I'm really glad she likes me, because otherwise she would hate me! Because it was a gauntlet. Like you said, it was literally a little bit of everything. I ultimately zeroed in on Jen to be Atlas because of two of her many attributes: First, how super-hardworking she is. You don't have the amount of success that she's had unless you have a work ethic that is unparalleled. I have met a lot of hardworking people, and she's on another level when it comes to that. The second thing is her courage; I think that's her greatest virtue. She has this, "I'm not scared of anything, I'll go try anything" approach.

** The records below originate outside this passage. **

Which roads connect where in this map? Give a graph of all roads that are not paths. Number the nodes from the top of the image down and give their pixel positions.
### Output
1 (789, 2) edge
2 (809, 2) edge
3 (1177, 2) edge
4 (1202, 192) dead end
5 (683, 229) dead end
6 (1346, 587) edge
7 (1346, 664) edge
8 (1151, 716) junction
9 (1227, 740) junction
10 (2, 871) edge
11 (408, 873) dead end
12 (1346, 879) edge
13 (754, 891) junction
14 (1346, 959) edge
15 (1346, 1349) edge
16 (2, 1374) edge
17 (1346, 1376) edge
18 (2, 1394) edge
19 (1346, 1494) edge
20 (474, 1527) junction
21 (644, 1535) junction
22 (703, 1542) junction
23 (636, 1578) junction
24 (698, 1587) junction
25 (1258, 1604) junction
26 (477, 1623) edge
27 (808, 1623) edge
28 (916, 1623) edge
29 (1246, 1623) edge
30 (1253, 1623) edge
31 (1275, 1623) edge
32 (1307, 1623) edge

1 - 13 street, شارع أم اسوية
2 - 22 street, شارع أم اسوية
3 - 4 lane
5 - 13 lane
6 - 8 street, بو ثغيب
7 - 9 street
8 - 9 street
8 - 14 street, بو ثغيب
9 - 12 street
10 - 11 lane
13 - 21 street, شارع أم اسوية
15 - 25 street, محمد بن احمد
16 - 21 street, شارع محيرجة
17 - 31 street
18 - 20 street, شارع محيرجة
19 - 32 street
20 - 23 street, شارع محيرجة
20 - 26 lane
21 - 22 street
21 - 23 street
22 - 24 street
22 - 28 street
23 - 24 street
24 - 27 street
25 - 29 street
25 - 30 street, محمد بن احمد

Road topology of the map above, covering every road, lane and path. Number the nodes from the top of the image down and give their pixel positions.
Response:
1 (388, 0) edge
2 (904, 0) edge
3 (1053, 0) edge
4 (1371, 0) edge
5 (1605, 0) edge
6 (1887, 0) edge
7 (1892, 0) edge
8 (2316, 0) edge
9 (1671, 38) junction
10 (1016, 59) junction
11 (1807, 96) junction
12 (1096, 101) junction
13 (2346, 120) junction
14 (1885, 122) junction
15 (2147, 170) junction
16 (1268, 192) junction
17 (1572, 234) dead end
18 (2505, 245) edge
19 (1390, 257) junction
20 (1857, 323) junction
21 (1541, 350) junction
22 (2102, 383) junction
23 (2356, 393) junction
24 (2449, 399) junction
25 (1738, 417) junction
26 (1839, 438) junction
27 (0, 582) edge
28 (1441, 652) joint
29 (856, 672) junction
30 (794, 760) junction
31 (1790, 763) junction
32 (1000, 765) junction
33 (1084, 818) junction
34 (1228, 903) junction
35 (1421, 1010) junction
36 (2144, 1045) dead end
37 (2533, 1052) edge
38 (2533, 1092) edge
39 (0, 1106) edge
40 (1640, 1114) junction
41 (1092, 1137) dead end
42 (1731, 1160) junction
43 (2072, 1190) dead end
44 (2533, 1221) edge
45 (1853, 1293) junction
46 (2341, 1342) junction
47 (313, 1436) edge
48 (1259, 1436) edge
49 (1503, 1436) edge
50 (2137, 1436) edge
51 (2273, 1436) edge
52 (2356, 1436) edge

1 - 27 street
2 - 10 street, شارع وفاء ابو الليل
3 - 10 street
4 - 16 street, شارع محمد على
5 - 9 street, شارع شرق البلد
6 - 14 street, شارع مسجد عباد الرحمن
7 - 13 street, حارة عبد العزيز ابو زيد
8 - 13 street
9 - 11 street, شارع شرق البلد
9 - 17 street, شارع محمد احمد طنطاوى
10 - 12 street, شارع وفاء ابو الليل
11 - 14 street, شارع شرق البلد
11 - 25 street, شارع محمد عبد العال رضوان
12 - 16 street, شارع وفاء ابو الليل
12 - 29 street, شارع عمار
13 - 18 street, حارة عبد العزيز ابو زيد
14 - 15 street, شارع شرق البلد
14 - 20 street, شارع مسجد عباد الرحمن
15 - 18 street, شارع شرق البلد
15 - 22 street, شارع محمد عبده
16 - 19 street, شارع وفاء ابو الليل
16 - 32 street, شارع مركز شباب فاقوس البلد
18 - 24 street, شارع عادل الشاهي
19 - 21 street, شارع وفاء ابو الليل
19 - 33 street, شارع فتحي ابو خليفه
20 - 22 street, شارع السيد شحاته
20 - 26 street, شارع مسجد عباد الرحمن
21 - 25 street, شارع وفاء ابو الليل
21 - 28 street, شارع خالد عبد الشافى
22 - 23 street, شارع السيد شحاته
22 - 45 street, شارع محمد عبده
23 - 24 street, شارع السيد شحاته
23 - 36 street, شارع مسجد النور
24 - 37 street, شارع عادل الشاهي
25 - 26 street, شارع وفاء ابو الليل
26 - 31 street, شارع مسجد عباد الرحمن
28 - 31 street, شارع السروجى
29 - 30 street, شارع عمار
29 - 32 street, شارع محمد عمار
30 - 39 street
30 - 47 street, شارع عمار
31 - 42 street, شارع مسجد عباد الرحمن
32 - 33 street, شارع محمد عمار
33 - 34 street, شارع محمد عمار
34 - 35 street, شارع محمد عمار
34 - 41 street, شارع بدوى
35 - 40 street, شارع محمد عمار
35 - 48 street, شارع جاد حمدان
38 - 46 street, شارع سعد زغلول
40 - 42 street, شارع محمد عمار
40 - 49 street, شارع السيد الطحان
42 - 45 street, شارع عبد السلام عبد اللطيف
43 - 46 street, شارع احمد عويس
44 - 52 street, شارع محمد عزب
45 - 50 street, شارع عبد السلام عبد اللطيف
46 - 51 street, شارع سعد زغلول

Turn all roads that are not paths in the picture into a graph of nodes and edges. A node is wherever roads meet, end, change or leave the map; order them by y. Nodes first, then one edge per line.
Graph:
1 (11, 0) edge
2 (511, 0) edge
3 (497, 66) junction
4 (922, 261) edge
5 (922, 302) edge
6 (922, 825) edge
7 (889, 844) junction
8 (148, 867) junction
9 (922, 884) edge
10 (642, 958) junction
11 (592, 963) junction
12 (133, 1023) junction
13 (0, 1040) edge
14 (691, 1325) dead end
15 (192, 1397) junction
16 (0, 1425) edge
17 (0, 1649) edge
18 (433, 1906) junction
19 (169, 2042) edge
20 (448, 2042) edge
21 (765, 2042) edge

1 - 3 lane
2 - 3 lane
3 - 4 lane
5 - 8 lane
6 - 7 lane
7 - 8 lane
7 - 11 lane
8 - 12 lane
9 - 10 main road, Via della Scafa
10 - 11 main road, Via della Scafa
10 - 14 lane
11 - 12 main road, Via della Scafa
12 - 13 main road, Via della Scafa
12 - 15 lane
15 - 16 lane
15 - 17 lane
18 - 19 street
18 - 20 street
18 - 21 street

There's a lot of people that would've shied away from being in a mech-suit for six or seven weeks, acting opposite no one, and she took that on head-on. Also, by halfway through, she loved it. She didn't want to talk to anyone else, she just wanted to talk to Greg and be in the mech-suit. I'm sure she was exhausted because it's her emoting all day long by herself, but she was so good at it. With her background, as a singer out there on stage in front of a stadium with people, I think that amount of pressure and the ability to connect and not have to have another person opposite you made her incredibly suited for the role.
And yet, when you do actually give her other actors to actually talk to, you loaded up the cast with great actors like Simu Liu and Sterling K. Brown.
I look at a talent like Jen and I'm like, "You have movie star chops. You just have an aura to you." I'd show up every day and be like, "Simu is a movie star. Sterling is a movie star." And it's because they alter the reality around them. They're not just saying lines, and they're not just in a scene — they become the scene. All three of these people were movie stars on set. Jen's been doing this a long time, and Simu obviously has Marvel, and then Sterling got nominated for an Academy Award. So, I was basically just directing movie stars all day long!